Assignment -> Copy all the entries word for word, but omit the pictures.

──────── Information shown

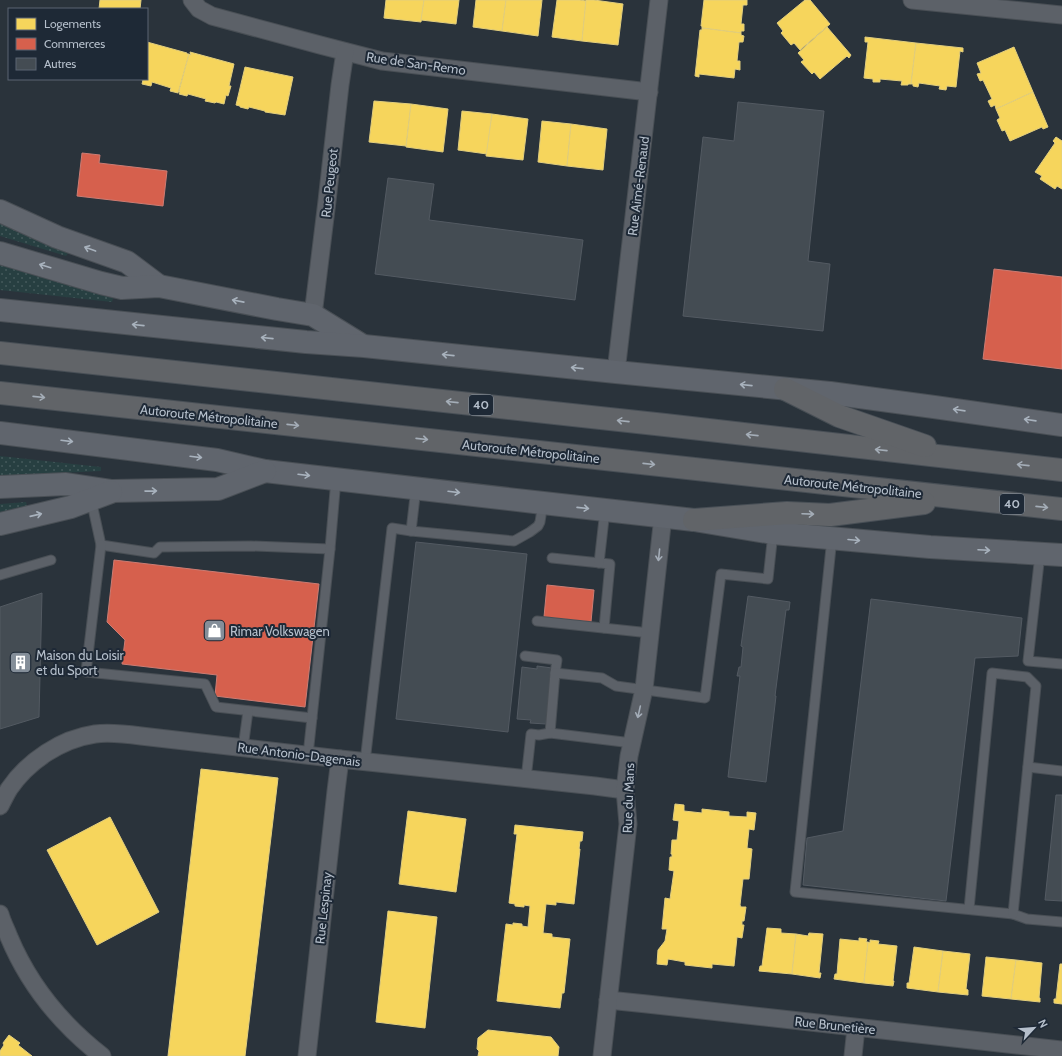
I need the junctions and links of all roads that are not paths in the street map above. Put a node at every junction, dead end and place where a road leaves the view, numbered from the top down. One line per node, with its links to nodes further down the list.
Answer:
1 (192, 0): 5 (street, Rue de San-Remo)
2 (659, 0): 6 (street, Rue Aimé-Renaud)
3 (912, 0): 4 (street)
4 (1062, 15)
5 (345, 52): 6 (street, Rue de San-Remo); 11 (street, Rue Peugeot)
6 (649, 92): 14 (street, Rue Aimé-Renaud)
7 (0, 211): 9 (main road, one-way to 7)
8 (0, 253): 9 (main road, one-way to 8)
9 (159, 286): 11 (main road, one-way to 9)
10 (0, 310): 12 (main road, one-way to 10)
11 (313, 315): 12 (main road)
12 (364, 346): 14 (main road, one-way to 12)
13 (0, 353): 19 (highway, 40, one-way to 13)
14 (616, 372): 15 (main road, one-way to 14)
15 (784, 389): 17 (main road, one-way to 15); 19 (highway)
16 (0, 393): 26 (highway, Autoroute Métropolitaine / 40, one-way to 26)
17 (1062, 425)
18 (0, 433): 21 (main road, one-way to 21)
19 (962, 459): 20 (highway, 40, one-way to 19)
20 (1062, 470)
21 (265, 471): 22 (main road, one-way to 22); 25 (main road, one-way to 21)
22 (336, 479): 24 (main road); 38 (lane)
23 (0, 487): 25 (main road)
24 (416, 488): 28 (main road, one-way to 28); 34 (lane)
25 (112, 492): 27 (main road)
26 (961, 498): 29 (highway, Autoroute Métropolitaine / 40, one-way to 29); 32 (highway, one-way to 26)
27 (91, 499): 33 (main road, one-way to 27); 37 (lane)
28 (543, 503): 30 (main road, one-way to 30); 34 (lane)
29 (1062, 509)
30 (605, 510): 31 (main road); 43 (lane)
31 (663, 516): 32 (main road); 47 (street, Rue du Mans, one-way to 47)
32 (694, 520): 35 (main road)
33 (0, 524)
34 (411, 531): 61 (lane)
35 (773, 532): 36 (main road); 53 (lane)
36 (832, 538): 39 (main road, one-way to 39); 67 (lane)
37 (101, 545): 38 (lane); 54 (lane)
38 (330, 548): 55 (lane)
39 (1040, 554): 40 (main road); 49 (lane)
40 (1062, 555)
41 (552, 558): 43 (lane)
42 (51, 560): 44 (lane)
43 (599, 563): 46 (lane)
44 (0, 575)
45 (537, 621): 46 (lane)
46 (604, 628): 47 (lane)
47 (650, 633): 53 (street, Rue du Mans)
48 (525, 656): 51 (lane)
49 (1028, 661): 50 (lane); 52 (lane)
50 (1062, 664)
51 (555, 673): 53 (lane); 56 (lane)
52 (1027, 677): 62 (lane); 67 (lane)
53 (644, 689): 57 (street, Rue du Mans, one-way to 57)
54 (248, 711): 55 (lane); 58 (lane)
55 (312, 718): 59 (lane)
56 (550, 732): 57 (lane); 64 (lane)
57 (632, 742): 65 (street, Rue du Mans)
58 (243, 748): 59 (street, Rue Antonio-Dagenais); 66 (street, Rue Antonio-Dagenais)
59 (308, 755): 60 (street, Rue Antonio-Dagenais)
60 (340, 759): 61 (street, Rue Antonio-Dagenais); 76 (street, Rue Lespinay)
61 (365, 762): 64 (street, Rue Antonio-Dagenais)
62 (1028, 767): 63 (lane); 69 (lane)
63 (1062, 771)
64 (526, 779): 65 (street, Rue Antonio-Dagenais)
65 (625, 790): 71 (street, Rue du Mans)
66 (0, 806)
67 (970, 909): 69 (lane)
68 (0, 914): 75 (street)
69 (1013, 914): 70 (lane)
70 (1062, 922)
71 (608, 1000): 72 (street, Rue Brunetière); 77 (street, Rue du Mans)
72 (856, 1028): 74 (street, Rue Brunetière); 78 (street)
73 (1062, 1050): 74 (street, Rue Brunetière)
74 (1025, 1051)
75 (102, 1056)
76 (307, 1056)
77 (602, 1056)
78 (853, 1056)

────────────────

Written response ->
I need the junctions and links of all roads that are not paths in the street map above. Put a node at every junction, dead end and place where a road leaves the view, numbered from the top down. One line per node, with its links to nodes further down the list.
Answer:
1 (192, 0): 5 (street, Rue de San-Remo)
2 (659, 0): 6 (street, Rue Aimé-Renaud)
3 (912, 0): 4 (street)
4 (1062, 15)
5 (345, 52): 6 (street, Rue de San-Remo); 11 (street, Rue Peugeot)
6 (649, 92): 14 (street, Rue Aimé-Renaud)
7 (0, 211): 9 (main road, one-way to 7)
8 (0, 253): 9 (main road, one-way to 8)
9 (159, 286): 11 (main road, one-way to 9)
10 (0, 310): 12 (main road, one-way to 10)
11 (313, 315): 12 (main road)
12 (364, 346): 14 (main road, one-way to 12)
13 (0, 353): 19 (highway, 40, one-way to 13)
14 (616, 372): 15 (main road, one-way to 14)
15 (784, 389): 17 (main road, one-way to 15); 19 (highway)
16 (0, 393): 26 (highway, Autoroute Métropolitaine / 40, one-way to 26)
17 (1062, 425)
18 (0, 433): 21 (main road, one-way to 21)
19 (962, 459): 20 (highway, 40, one-way to 19)
20 (1062, 470)
21 (265, 471): 22 (main road, one-way to 22); 25 (main road, one-way to 21)
22 (336, 479): 24 (main road); 38 (lane)
23 (0, 487): 25 (main road)
24 (416, 488): 28 (main road, one-way to 28); 34 (lane)
25 (112, 492): 27 (main road)
26 (961, 498): 29 (highway, Autoroute Métropolitaine / 40, one-way to 29); 32 (highway, one-way to 26)
27 (91, 499): 33 (main road, one-way to 27); 37 (lane)
28 (543, 503): 30 (main road, one-way to 30); 34 (lane)
29 (1062, 509)
30 (605, 510): 31 (main road); 43 (lane)
31 (663, 516): 32 (main road); 47 (street, Rue du Mans, one-way to 47)
32 (694, 520): 35 (main road)
33 (0, 524)
34 (411, 531): 61 (lane)
35 (773, 532): 36 (main road); 53 (lane)
36 (832, 538): 39 (main road, one-way to 39); 67 (lane)
37 (101, 545): 38 (lane); 54 (lane)
38 (330, 548): 55 (lane)
39 (1040, 554): 40 (main road); 49 (lane)
40 (1062, 555)
41 (552, 558): 43 (lane)
42 (51, 560): 44 (lane)
43 (599, 563): 46 (lane)
44 (0, 575)
45 (537, 621): 46 (lane)
46 (604, 628): 47 (lane)
47 (650, 633): 53 (street, Rue du Mans)
48 (525, 656): 51 (lane)
49 (1028, 661): 50 (lane); 52 (lane)
50 (1062, 664)
51 (555, 673): 53 (lane); 56 (lane)
52 (1027, 677): 62 (lane); 67 (lane)
53 (644, 689): 57 (street, Rue du Mans, one-way to 57)
54 (248, 711): 55 (lane); 58 (lane)
55 (312, 718): 59 (lane)
56 (550, 732): 57 (lane); 64 (lane)
57 (632, 742): 65 (street, Rue du Mans)
58 (243, 748): 59 (street, Rue Antonio-Dagenais); 66 (street, Rue Antonio-Dagenais)
59 (308, 755): 60 (street, Rue Antonio-Dagenais)
60 (340, 759): 61 (street, Rue Antonio-Dagenais); 76 (street, Rue Lespinay)
61 (365, 762): 64 (street, Rue Antonio-Dagenais)
62 (1028, 767): 63 (lane); 69 (lane)
63 (1062, 771)
64 (526, 779): 65 (street, Rue Antonio-Dagenais)
65 (625, 790): 71 (street, Rue du Mans)
66 (0, 806)
67 (970, 909): 69 (lane)
68 (0, 914): 75 (street)
69 (1013, 914): 70 (lane)
70 (1062, 922)
71 (608, 1000): 72 (street, Rue Brunetière); 77 (street, Rue du Mans)
72 (856, 1028): 74 (street, Rue Brunetière); 78 (street)
73 (1062, 1050): 74 (street, Rue Brunetière)
74 (1025, 1051)
75 (102, 1056)
76 (307, 1056)
77 (602, 1056)
78 (853, 1056)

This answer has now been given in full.